Muhammed Numan ÖZEL

Muhammed Numan ÖZEL

Kaos Ortamlarından Nasıl Kurtulabiliriz!

İnsan hayatı manevi değerler üzerine inşa edilmiştir. Buna inanç da diyebiliriz moral, psikoloji de.. İnsan olarak değerlerimize verdiğimiz önem nispetinde gelişiriz ve gelişmek için kendimizde enerji buluruz. Toplumsal ilişkiler de bu değerler çerçevesinde şekillenir, ayakta kalır.

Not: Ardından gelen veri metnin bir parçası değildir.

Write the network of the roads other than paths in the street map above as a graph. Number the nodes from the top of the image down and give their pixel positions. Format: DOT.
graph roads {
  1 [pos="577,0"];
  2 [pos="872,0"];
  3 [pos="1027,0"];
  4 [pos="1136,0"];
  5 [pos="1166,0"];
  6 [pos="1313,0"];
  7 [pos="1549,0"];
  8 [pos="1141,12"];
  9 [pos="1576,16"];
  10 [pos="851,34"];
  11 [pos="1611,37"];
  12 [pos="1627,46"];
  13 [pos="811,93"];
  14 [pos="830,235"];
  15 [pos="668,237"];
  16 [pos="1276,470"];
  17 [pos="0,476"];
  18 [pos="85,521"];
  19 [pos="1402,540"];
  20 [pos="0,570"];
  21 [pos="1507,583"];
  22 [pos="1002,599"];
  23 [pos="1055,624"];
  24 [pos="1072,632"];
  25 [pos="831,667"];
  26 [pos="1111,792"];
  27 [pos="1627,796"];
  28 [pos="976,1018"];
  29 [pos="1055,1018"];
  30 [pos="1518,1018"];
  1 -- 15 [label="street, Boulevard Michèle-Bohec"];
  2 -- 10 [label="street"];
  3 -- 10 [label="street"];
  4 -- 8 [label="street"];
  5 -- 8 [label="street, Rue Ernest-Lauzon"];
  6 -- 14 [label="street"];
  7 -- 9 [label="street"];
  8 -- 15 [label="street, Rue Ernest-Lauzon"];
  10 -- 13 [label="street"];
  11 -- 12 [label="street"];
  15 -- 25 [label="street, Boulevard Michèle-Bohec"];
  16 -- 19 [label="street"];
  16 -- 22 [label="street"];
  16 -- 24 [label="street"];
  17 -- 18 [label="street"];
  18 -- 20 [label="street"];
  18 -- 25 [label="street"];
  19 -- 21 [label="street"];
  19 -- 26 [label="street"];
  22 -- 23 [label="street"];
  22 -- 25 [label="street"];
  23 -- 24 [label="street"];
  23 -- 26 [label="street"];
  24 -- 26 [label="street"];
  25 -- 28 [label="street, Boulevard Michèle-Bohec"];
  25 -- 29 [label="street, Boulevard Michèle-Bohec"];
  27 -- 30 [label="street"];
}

Değerlerini kaybeden toplumların zaten toplum olma özelliklerinden bahsedilmesi söz konusu değildir.

Toplumların manevi kimliklerini geliştirmek, devam ettirmek toplumun nabzını tutanların omzuna bir borçtur. [1] Şayet toplumun manevi kimliklerini, dinamiklerini, nabzını tutanlar vazifelerini yapmaz/yapamazlarsa toplumları kimliksiz isimlere dönüştürüp itibarsızlaşmasına sebep olurlar. Hem toplumun hem de insanların hayat damarları birer birer kesilir, kurur ve o millet ümitsizlik bataklığına düşer ve o insanlar için toplum tabiri artık kullanılamaz hale gelerek, sürü tabirini kullanmak yerinde olur.

Demek ki, toplumun nabzını tutan maddi ve manevi kanaat önderleri bu değerleri takviye edip kuvvetlendirmekle mükelleftir. Toplumun şevki heyecanı da böylece diri tutulur.

Toplumlar terakki ve tesanütle kuvvet bulur ve ayakta kalır. Tedenni ve ihtilaf ile zayıflar ve yok olmakla karşı karşıya kalır.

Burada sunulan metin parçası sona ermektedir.